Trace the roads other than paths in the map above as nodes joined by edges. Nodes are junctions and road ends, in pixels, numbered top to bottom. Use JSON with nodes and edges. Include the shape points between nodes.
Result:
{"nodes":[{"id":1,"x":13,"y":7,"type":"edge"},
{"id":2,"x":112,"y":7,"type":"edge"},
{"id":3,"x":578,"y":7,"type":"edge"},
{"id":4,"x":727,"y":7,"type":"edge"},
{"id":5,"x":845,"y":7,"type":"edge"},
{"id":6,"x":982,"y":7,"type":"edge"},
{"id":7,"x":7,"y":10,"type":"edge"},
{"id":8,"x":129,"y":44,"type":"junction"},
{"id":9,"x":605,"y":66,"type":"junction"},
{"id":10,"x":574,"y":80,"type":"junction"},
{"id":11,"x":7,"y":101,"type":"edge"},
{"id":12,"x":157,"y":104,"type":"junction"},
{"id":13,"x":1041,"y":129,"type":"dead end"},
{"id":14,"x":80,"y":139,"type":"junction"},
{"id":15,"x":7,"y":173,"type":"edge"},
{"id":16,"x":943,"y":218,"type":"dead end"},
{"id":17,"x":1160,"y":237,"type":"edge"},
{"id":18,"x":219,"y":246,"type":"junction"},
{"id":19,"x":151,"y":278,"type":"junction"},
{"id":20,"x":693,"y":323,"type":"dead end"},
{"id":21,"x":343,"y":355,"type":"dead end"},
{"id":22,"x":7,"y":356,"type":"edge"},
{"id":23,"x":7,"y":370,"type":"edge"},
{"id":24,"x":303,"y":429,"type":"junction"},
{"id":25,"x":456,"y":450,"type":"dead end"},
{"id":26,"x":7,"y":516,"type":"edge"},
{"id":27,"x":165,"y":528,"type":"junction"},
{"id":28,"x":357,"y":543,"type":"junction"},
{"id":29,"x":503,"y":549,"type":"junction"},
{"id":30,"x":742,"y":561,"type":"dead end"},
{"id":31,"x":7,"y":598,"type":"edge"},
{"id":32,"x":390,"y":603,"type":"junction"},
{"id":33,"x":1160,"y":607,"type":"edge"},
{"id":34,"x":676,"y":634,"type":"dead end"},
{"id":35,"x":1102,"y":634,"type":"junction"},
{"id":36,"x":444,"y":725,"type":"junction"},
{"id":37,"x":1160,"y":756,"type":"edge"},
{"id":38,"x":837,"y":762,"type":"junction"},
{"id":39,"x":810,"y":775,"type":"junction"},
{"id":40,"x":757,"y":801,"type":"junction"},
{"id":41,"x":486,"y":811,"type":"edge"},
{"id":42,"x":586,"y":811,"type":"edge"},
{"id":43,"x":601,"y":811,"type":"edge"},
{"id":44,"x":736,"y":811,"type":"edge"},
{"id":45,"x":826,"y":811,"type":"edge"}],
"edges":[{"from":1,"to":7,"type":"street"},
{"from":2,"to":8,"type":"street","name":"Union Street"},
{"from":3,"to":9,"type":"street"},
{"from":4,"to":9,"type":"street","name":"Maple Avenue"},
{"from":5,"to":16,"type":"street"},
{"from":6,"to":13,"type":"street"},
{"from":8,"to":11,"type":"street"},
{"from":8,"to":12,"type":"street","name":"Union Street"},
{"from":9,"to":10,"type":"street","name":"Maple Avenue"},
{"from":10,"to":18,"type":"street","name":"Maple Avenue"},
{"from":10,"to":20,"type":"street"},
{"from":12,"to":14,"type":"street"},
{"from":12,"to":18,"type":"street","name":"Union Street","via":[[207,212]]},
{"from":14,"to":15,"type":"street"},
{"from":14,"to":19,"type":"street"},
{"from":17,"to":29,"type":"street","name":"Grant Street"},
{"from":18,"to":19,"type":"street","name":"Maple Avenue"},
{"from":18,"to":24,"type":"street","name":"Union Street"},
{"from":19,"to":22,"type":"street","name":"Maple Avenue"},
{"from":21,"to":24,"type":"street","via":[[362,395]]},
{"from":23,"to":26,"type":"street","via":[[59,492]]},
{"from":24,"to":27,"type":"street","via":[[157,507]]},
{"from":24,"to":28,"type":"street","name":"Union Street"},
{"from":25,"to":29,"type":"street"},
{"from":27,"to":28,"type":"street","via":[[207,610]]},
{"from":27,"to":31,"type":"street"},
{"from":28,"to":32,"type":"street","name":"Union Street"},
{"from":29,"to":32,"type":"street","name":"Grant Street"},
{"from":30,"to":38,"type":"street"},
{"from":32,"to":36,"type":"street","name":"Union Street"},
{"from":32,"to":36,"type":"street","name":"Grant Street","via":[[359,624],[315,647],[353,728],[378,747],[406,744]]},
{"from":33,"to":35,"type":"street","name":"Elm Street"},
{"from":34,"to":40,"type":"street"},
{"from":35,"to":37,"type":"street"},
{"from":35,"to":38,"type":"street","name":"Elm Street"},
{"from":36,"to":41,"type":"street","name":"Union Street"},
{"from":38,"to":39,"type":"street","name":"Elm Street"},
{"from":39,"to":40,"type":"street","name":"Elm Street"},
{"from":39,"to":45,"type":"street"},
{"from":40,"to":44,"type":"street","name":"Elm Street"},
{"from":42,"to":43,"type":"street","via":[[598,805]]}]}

****

Requirement → The response must consist of all the data, reproduced without alteration.

Written answer →
Trace the roads other than paths in the map above as nodes joined by edges. Nodes are junctions and road ends, in pixels, numbered top to bottom. Use JSON with nodes and edges. Include the shape points between nodes.
Result:
{"nodes":[{"id":1,"x":13,"y":7,"type":"edge"},
{"id":2,"x":112,"y":7,"type":"edge"},
{"id":3,"x":578,"y":7,"type":"edge"},
{"id":4,"x":727,"y":7,"type":"edge"},
{"id":5,"x":845,"y":7,"type":"edge"},
{"id":6,"x":982,"y":7,"type":"edge"},
{"id":7,"x":7,"y":10,"type":"edge"},
{"id":8,"x":129,"y":44,"type":"junction"},
{"id":9,"x":605,"y":66,"type":"junction"},
{"id":10,"x":574,"y":80,"type":"junction"},
{"id":11,"x":7,"y":101,"type":"edge"},
{"id":12,"x":157,"y":104,"type":"junction"},
{"id":13,"x":1041,"y":129,"type":"dead end"},
{"id":14,"x":80,"y":139,"type":"junction"},
{"id":15,"x":7,"y":173,"type":"edge"},
{"id":16,"x":943,"y":218,"type":"dead end"},
{"id":17,"x":1160,"y":237,"type":"edge"},
{"id":18,"x":219,"y":246,"type":"junction"},
{"id":19,"x":151,"y":278,"type":"junction"},
{"id":20,"x":693,"y":323,"type":"dead end"},
{"id":21,"x":343,"y":355,"type":"dead end"},
{"id":22,"x":7,"y":356,"type":"edge"},
{"id":23,"x":7,"y":370,"type":"edge"},
{"id":24,"x":303,"y":429,"type":"junction"},
{"id":25,"x":456,"y":450,"type":"dead end"},
{"id":26,"x":7,"y":516,"type":"edge"},
{"id":27,"x":165,"y":528,"type":"junction"},
{"id":28,"x":357,"y":543,"type":"junction"},
{"id":29,"x":503,"y":549,"type":"junction"},
{"id":30,"x":742,"y":561,"type":"dead end"},
{"id":31,"x":7,"y":598,"type":"edge"},
{"id":32,"x":390,"y":603,"type":"junction"},
{"id":33,"x":1160,"y":607,"type":"edge"},
{"id":34,"x":676,"y":634,"type":"dead end"},
{"id":35,"x":1102,"y":634,"type":"junction"},
{"id":36,"x":444,"y":725,"type":"junction"},
{"id":37,"x":1160,"y":756,"type":"edge"},
{"id":38,"x":837,"y":762,"type":"junction"},
{"id":39,"x":810,"y":775,"type":"junction"},
{"id":40,"x":757,"y":801,"type":"junction"},
{"id":41,"x":486,"y":811,"type":"edge"},
{"id":42,"x":586,"y":811,"type":"edge"},
{"id":43,"x":601,"y":811,"type":"edge"},
{"id":44,"x":736,"y":811,"type":"edge"},
{"id":45,"x":826,"y":811,"type":"edge"}],
"edges":[{"from":1,"to":7,"type":"street"},
{"from":2,"to":8,"type":"street","name":"Union Street"},
{"from":3,"to":9,"type":"street"},
{"from":4,"to":9,"type":"street","name":"Maple Avenue"},
{"from":5,"to":16,"type":"street"},
{"from":6,"to":13,"type":"street"},
{"from":8,"to":11,"type":"street"},
{"from":8,"to":12,"type":"street","name":"Union Street"},
{"from":9,"to":10,"type":"street","name":"Maple Avenue"},
{"from":10,"to":18,"type":"street","name":"Maple Avenue"},
{"from":10,"to":20,"type":"street"},
{"from":12,"to":14,"type":"street"},
{"from":12,"to":18,"type":"street","name":"Union Street","via":[[207,212]]},
{"from":14,"to":15,"type":"street"},
{"from":14,"to":19,"type":"street"},
{"from":17,"to":29,"type":"street","name":"Grant Street"},
{"from":18,"to":19,"type":"street","name":"Maple Avenue"},
{"from":18,"to":24,"type":"street","name":"Union Street"},
{"from":19,"to":22,"type":"street","name":"Maple Avenue"},
{"from":21,"to":24,"type":"street","via":[[362,395]]},
{"from":23,"to":26,"type":"street","via":[[59,492]]},
{"from":24,"to":27,"type":"street","via":[[157,507]]},
{"from":24,"to":28,"type":"street","name":"Union Street"},
{"from":25,"to":29,"type":"street"},
{"from":27,"to":28,"type":"street","via":[[207,610]]},
{"from":27,"to":31,"type":"street"},
{"from":28,"to":32,"type":"street","name":"Union Street"},
{"from":29,"to":32,"type":"street","name":"Grant Street"},
{"from":30,"to":38,"type":"street"},
{"from":32,"to":36,"type":"street","name":"Union Street"},
{"from":32,"to":36,"type":"street","name":"Grant Street","via":[[359,624],[315,647],[353,728],[378,747],[406,744]]},
{"from":33,"to":35,"type":"street","name":"Elm Street"},
{"from":34,"to":40,"type":"street"},
{"from":35,"to":37,"type":"street"},
{"from":35,"to":38,"type":"street","name":"Elm Street"},
{"from":36,"to":41,"type":"street","name":"Union Street"},
{"from":38,"to":39,"type":"street","name":"Elm Street"},
{"from":39,"to":40,"type":"street","name":"Elm Street"},
{"from":39,"to":45,"type":"street"},
{"from":40,"to":44,"type":"street","name":"Elm Street"},
{"from":42,"to":43,"type":"street","via":[[598,805]]}]}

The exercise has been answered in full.